Forte de cet outil et de ces mises en garde, Mariangela Puglisi (p. 143-172), mais aussi Panagiotis P. Iossif par d’autres biais (p. 269‑295), montrent notamment que les types apposés sur les monnaies de Sicile à l’époque classique et sur les pièces des rois hellénistiques (en particulier les exemplaires sur lesquels les portraits royaux sont parés d’attributs divins) doivent être mis en relation avec les soldats à qui ces frappes étaient le plus souvent destinées. S’intéressant aux types monétaires lagides et à leur réception, Thomas Faucher (p. 239‑253) note quant à lui que les images retenues, sensiblement moins nombreuses que sur les monnaies de Syrie, varient en fonction des métaux employés et donc des utilisateurs : les portraits royaux sur les pièces d’or et d’argent destinées à quitter l’Égypte, des images divines sur les bronzes demeurant dans la vallée du Nil. Anne Destrooper-Georgiades (p. 219-236) fait un constat similaire en étudiant l’atelier chypriote de Marion à l’époque classique : « les émetteurs se sont adaptés aux divers destinataires de leurs monnaies (…). Leur monnayage était compréhensible (…) grâce aux langues, écritures et images diverses qui figurent sur les frappes, et il était adapté à des usages multiples en fonction du métal utilisé et des dénominations » (p. 231). Ailleurs, tandis que Selene E. Psoma (p. 173‑187) s’intéresse aux types monétaires du roi des Odryses Sparadokos et à ceux de la cité d’Olynthe, que Sergei A. Kovalenko (p. 189-217) étudie les exemplaires produits dans les ateliers bordant le rivage nord du Pont Euxin, depuis Tyra jusqu’à Panticapée, Wolfgang Fischer-Bossert (p. 133-141) et Oliver D. Hoover (p. 255‑268) se consacrent aux monnaies d’imitation. Au premier nous devons une réflexion sur le véritable sens des quadriges, longtemps conçus comme des témoignages de victoire lors de concours, tels que représentés sur les monnaies de Sicile à l’époque classique. Avec le second, on s’interroge sur les raisons qui ont conduit leurs auteurs, à chercher bien souvent parmi les représentants du pouvoir central lui-même, à produire des pièces imitant les types monétaires séleucides. Enfin, Andrew Meadows (p. 297‑315) constate que les choix iconographiques opérés au IIe siècle a.C. dans de nombreuses cités grecques d’Asie Mineure occidentale l’ont été dans un contexte plus identitaire et communautaire que par le passé, bien loin des pratiques individuelles ou familiales observées au même moment à Rome.

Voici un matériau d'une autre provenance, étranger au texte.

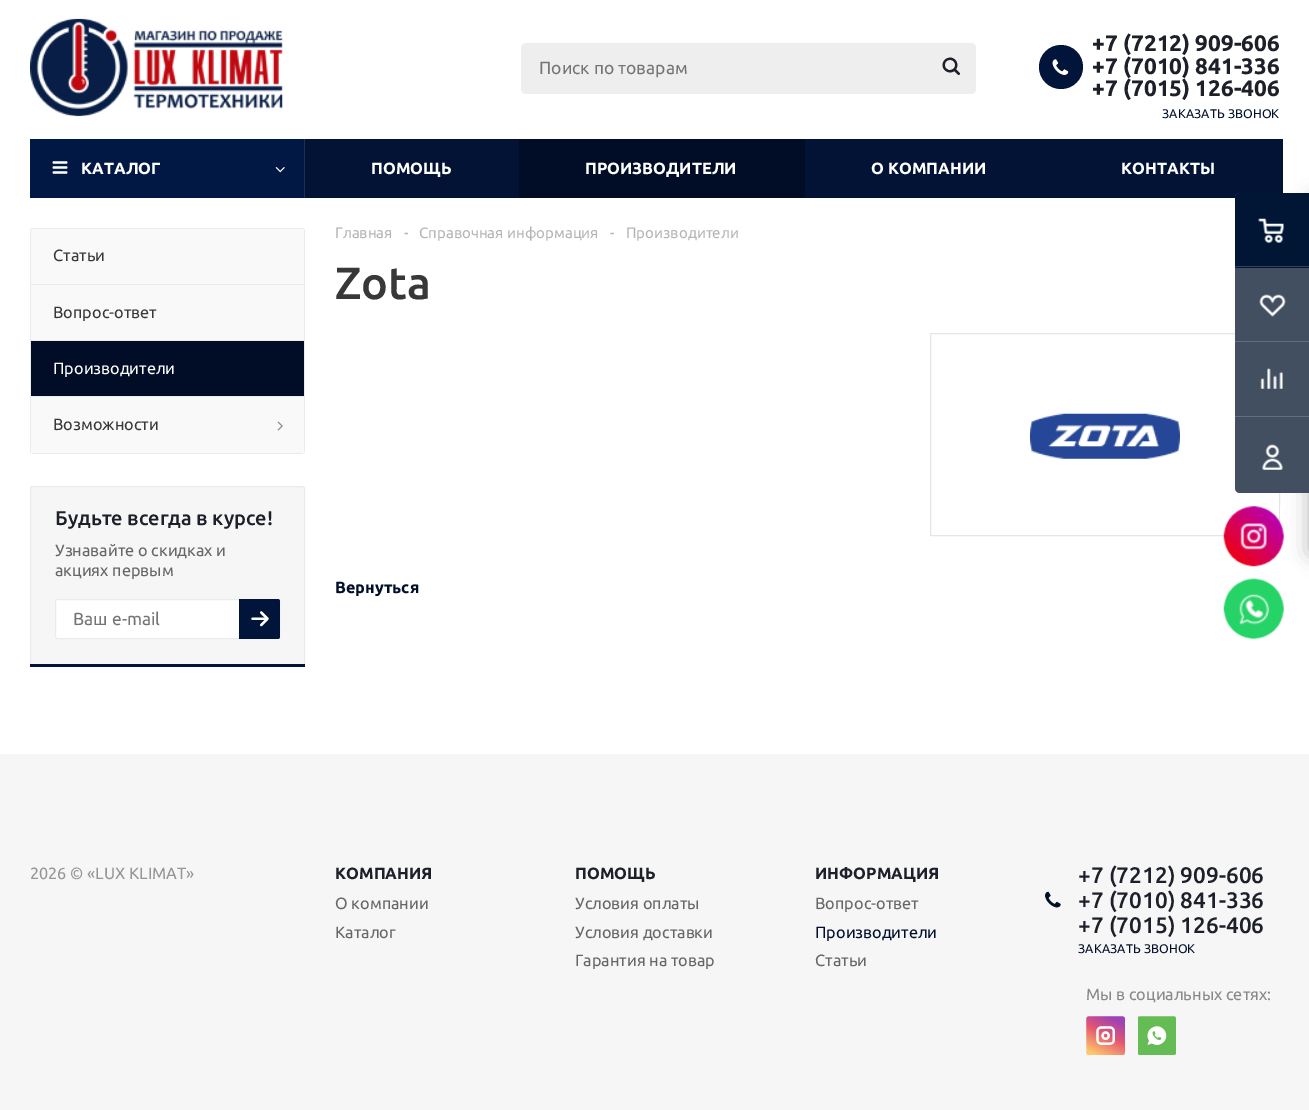 %!PS-Adobe-3.0
%%BoundingBox: 0 0 1309 1110
%%LanguageLevel: 3
%%Pages: 1
%%EndComments
%%BeginProlog
/setink { dup -16 bitshift 255 div exch dup -8 bitshift 255 and 255 div exch 255 and 255 div setrgbcolor } def
/usefont { [ exch dup neg 0 0 3 -1 roll 0 0 ] selectfont } def
/setalpha { dup .setfillconstantalpha .setstrokeconstantalpha } def
/disc { newpath 0 360 arc closepath } def
/rrect { 5 dict begin { /r /h /w /y /x } { exch def } forall
  x r add y moveto x w add y 2 copy h add r arct x w add y h add x 1 index r arct
  x y h add x y r arct x y 2 copy exch w add exch r arct closepath end } def
/softshadow { 12 dict begin { /a /b /q /h /w /y /x } { exch def } forall gsave /was 0 def
  9 -2 -9 { dup b mul 4 div /e exch def 1 sub .425 mul 2.718 exch exp 1 add a .99 .min exch div /now exch def
    1 1 now sub 1 was sub div sub setalpha /was now def
    w h .min e 2 mul add 0 gt { x e sub y e sub w e 2 mul add h e 2 mul add
      q e add b .6 mul add w h .min 2 div e add .min 0 .max rrect fill } if } for grestore end } def
/drawimage { 5 dict begin { /h /w /y /x /name } { exch def } forall
  gsave x y translate w h scale
  w h 8 [w 0 0 h 0 0] name (r) file false 3 colorimage grestore end } def
%%EndProlog
%%BeginSetup
<< /PageSize [1309 1110] /PageUsesTransparency true >> setpagedevice
%%EndSetup
%%Page: 1 1
0 .pushpdf14devicefilter
0 1110 translate 1 -1 scale
4 setmiterlimit
16#F6F6F7 setink
0 0 1309 1110 rectfill
16#FFFFFF setink
0 0 1309 754 rectfill
(img1.raw) 30 18 253 99 drawimage
16#EEEEEE setink
521 43 455 51 5 rrect fill
/Ubuntu-Regular 17.5 usefont
16#757575 setink
539 74 moveto (Поиск по товарам) show
(img2.raw) 942 57 18 18 drawimage
16#01143A setink
1061 67 22 disc fill
(img3.raw) 1052 59 17 16 drawimage
/Ubuntu-Bold 22.5 usefont
16#1D2029 setink
[
    [(+7 \(7212\) 909-606) 1092 51]
    [(+7 \(7010\) 841-336) 1092 74]
    [(+7 \(7015\) 126-406) 1092 96]
] { aload pop moveto show } forall
/Ubuntu-Regular 12.5 usefont
16#010F2B setink
1162 118 moveto 0.1 0 (ЗАКАЗАТЬ ЗВОНОК) ashow
16#021335 setink
305 139 978 59 rectfill
16#E5E5E5 setink
930.5 333.5 349 202 rectstroke
16#2C2C2C setink
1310 200 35 354 2.5 11 0.4 softshadow
16#424F60 setink
1240 193 moveto 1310 193 lineto 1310 493 lineto 1240 493 lineto 1237 493 1235 491 1235 488 curveto 1235 198 lineto 1235 195 1237 193 1240 193 curveto closepath fill
16#011635 setink
1240 193 moveto 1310 193 lineto 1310 268 lineto 1235 268 lineto 1235 198 lineto 1235 195 1237 193 1240 193 curveto closepath fill
(img4.raw) 1258 218 26 25 drawimage
16#2F415B setink
1235 266 74 1 rectfill
(img5.raw) 1259 294 27 23 drawimage
16#636F7D setink
1235 341 74 1 rectfill
(img6.raw) 1260 368 23 21 drawimage
1235 416 74 1 rectfill
(img7.raw) 1262 444 21 26 drawimage
16#021844 setink
30 139 274 59 rectfill
(img8.raw) 52 161 16 13 drawimage
/Ubuntu-Bold 16.25 usefont
16#FFFFFF setink
81 174 moveto (КАТАЛОГ) show
16#1B2F57 setink
304 139 1 59 rectfill
(img9.raw) 275 167 10 6 drawimage
16#FFFFFF setink
371 174 moveto (ПОМОЩЬ) show
16#010D26 setink
519 139 286 59 rectfill
16#FFFFFF setink
[
    [(ПРОИЗВОДИТЕЛИ) 585 174]
    [(О КОМПАНИИ) 871 174]
    [(КОНТАКТЫ) 1121 174]
] { aload pop moveto show } forall
16#F9F9F9 setink
31 229 273 55 rectfill
gsave
30 228 275 226 4 rrect clip newpath
[
    [30 228 275 1 16#EAEBEC]
    [304 228 1 56 16#EAEBEC]
    [30 228 1 56 16#EAEBEC]
] { aload pop setink rectfill } forall
grestore
/Ubuntu-Regular 16.25 usefont
16#383838 setink
53 261 moveto (Статьи) show
[
    [31 285 273 55 16#F9F9F9]
    [30 284 275 1 16#EAEBEC]
    [304 284 1 56 16#EAEBEC]
    [30 284 1 56 16#EAEBEC]
] { aload pop setink rectfill } forall
16#383838 setink
53 318 moveto (Вопрос-ответ) show
[
    [31 341 273 55 16#010D26]
    [30 340 275 1 16#EAEBEC]
    [304 340 1 56 16#EAEBEC]
    [30 340 1 56 16#EAEBEC]
] { aload pop setink rectfill } forall
16#FFFFFF setink
53 374 moveto (Производители) show
16#F9F9F9 setink
30 396 moveto 305 396 lineto 305 450 lineto 305 452 303 454 301 454 curveto 34 454 lineto 32 454 30 452 30 450 curveto closepath fill
16#EAEBEC setink
31 397 moveto 304 397 lineto 304 453 lineto 305 452 305 451 305 450 curveto 305 396 lineto 30 396 lineto 30 450 lineto 30 451 30 452 31 453 curveto closepath 301 454 moveto 304 453 lineto 31 453 lineto 32 454 33 454 34 454 curveto closepath eofill
16#383838 setink
53 430 moveto (Возможности) show
(img10.raw) 277 421 6 10 drawimage
16#F6F6F7 setink
32.5 486.5 moveto 302.5 486.5 lineto 303.5 486.5 304.5 487.5 304.5 488.5 curveto 304.5 665.5 lineto 30.5 665.5 lineto 30.5 488.5 lineto 30.5 487.5 31.5 486.5 32.5 486.5 curveto closepath gsave fill grestore
16#EAEBEC setink
stroke
/Ubuntu-Medium 20 usefont
16#1D2029 setink
55 525 moveto (Будьте всегда в курсе!) show
/Ubuntu-Regular 16.25 usefont
16#666666 setink
55 556 moveto (Узнавайте о скидках и) show
55 576 moveto (акциях первым) show
16#FFFFFF setink
55.5 599.5 224 39 2 rrect gsave fill grestore
16#EAEBEC setink
stroke
/Ubuntu-Regular 17.5 usefont
16#757575 setink
73 625 moveto (Ваш e-mail) show
16#01143A setink
239 599 moveto 277.5 599 lineto 279 599 280 600 280 601.5 curveto 280 636.5 lineto 280 638 279 639 277.5 639 curveto 239 639 lineto closepath fill
(img11.raw) 251 611 18 16 drawimage
30 664 275 3 rectfill
/Ubuntu-Regular 15 usefont
16#B6B5B5 setink
[
    [(Главная) 335 238]
    [(-) 404 238]
    [(Справочная информация) 419 238]
    [(-) 610 238]
    [(Производители) 626 238]
] { aload pop moveto show } forall
/Ubuntu-Medium 45 usefont
16#383838 setink
335 299 moveto (Zota) show
(img12.raw) 1030 413 150 46 drawimage
/Ubuntu-Bold 16.25 usefont
16#010F2B setink
335 593 moveto (Вернуться) show
(img13.raw) 1223 506 61 61 drawimage
(img14.raw) 1223 578 61 62 drawimage
/Ubuntu-Regular 16.25 usefont
16#959595 setink
30 879 moveto (2026 © «LUX KLIMAT») show
/Ubuntu-Bold 16.25 usefont
16#1D2029 setink
[
    [(КОМПАНИЯ) 335 879]
    [(ПОМОЩЬ) 575 879]
    [(ИНФОРМАЦИЯ) 815 879]
] { aload pop moveto show } forall
/Ubuntu-Regular 16.25 usefont
16#666666 setink
[
    [(О компании) 335 909]
    [(Каталог) 335 938]
    [(Условия оплаты) 575 909]
    [(Условия доставки) 575 938]
    [(Гарантия на товар) 575 966]
    [(Вопрос-ответ) 815 909]
] { aload pop moveto show } forall
16#010F2B setink
815 938 moveto (Производители) show
16#666666 setink
815 966 moveto (Статьи) show
(img15.raw) 1045 891 16 17 drawimage
/Ubuntu-Medium 22.5 usefont
16#1D2029 setink
[
    [(+7 \(7212\) 909-606) 1078 883]
    [(+7 \(7010\) 841-336) 1078 908]
    [(+7 \(7015\) 126-406) 1078 933]
] { aload pop moveto show } forall
/Ubuntu-Regular 12.5 usefont
16#010F2B setink
1078 953 moveto 0.1 0 (ЗАКАЗАТЬ ЗВОНОК) ashow
/Ubuntu-Regular 16.25 usefont
16#888888 setink
1086 1000 moveto (Мы в социальных сетях:) show
(img16.raw) 1086 1016 39 39 drawimage
(img17.raw) 1138 1016 38 39 drawimage
.poppdf14devicefilter showpage
%%EOF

À tous ces travaux, dédiés aux images monétaires grecques des époques classique et hellénistique, répondent des contributions portant sur des monnayages d’autres natures et d’autres périodes. Ainsi María Paz Garciá‑Bellido et José Ángel Zamora (p. 321‑339) s’intéressent-ils aux types utilisés dans les cités puniques du sud de la péninsule Ibérique et à leur interprétation souvent complexe. Dans le monde romain, plusieurs travaux portent sur l’identité des commanditaires à l’origine des types apposés sur les monnaies, soit (comme attendu) le pouvoir central, soit (plus original) des subalternes prenant des initiatives sans concertation préalable avec l’autorité de tutelle. Tel est ce que montre, par exemple, l’article de Bernhard E. Woytek (p. 355-387) sur les monnaies produites par des magistrats républicains dont les intérêts partisans peuvent l’emporter facilement sur ceux du plus grand nombre. Pierre Assenmaker (p. 389-406) fait des observations comparables en étudiant le monnayage des cités grecques faisant référence à Rome ou à ses représentants (en particulier ses généraux) aux IIe et Ier siècles a.C. Pour sa part, l’iconographie monétaire d’époque impériale profite de trois solides enquêtes. Grâce à Arnaud Suspène (p. 409-428), nous disposons d’une étude des influences iconographiques grecques (variant selon les périodes du principat) sur les monnaies romaines en métal précieux d’époque augustéenne. De son côté, Johan van Heesch (p. 429-445) s’intéresse aux programmes iconographiques mis en œuvre sur les pièces de bronze produites à Lyon et à Rome sous l’empereur Néron. Enfin, Yannis Stoyas (p. 447‑478) consacre sa contribution à un type monétaire particulier et au sens qu’on a bien voulu lui donner aux IIe et IIIe siècles p.C. : la traversée de l’Hellespont par Alexandre le Grand, telle que figurée sur les monnaies provinciales d’Abydos. Ce travail prolonge celui dans lequel Karsten Dahmen (p. 341‑351) donne « an overview on coins bearing Alexander’s image, their use by a number of Authorities in antiquity, some quite close to Alexander and his lifetime, other already distant in time and place » (p. 341).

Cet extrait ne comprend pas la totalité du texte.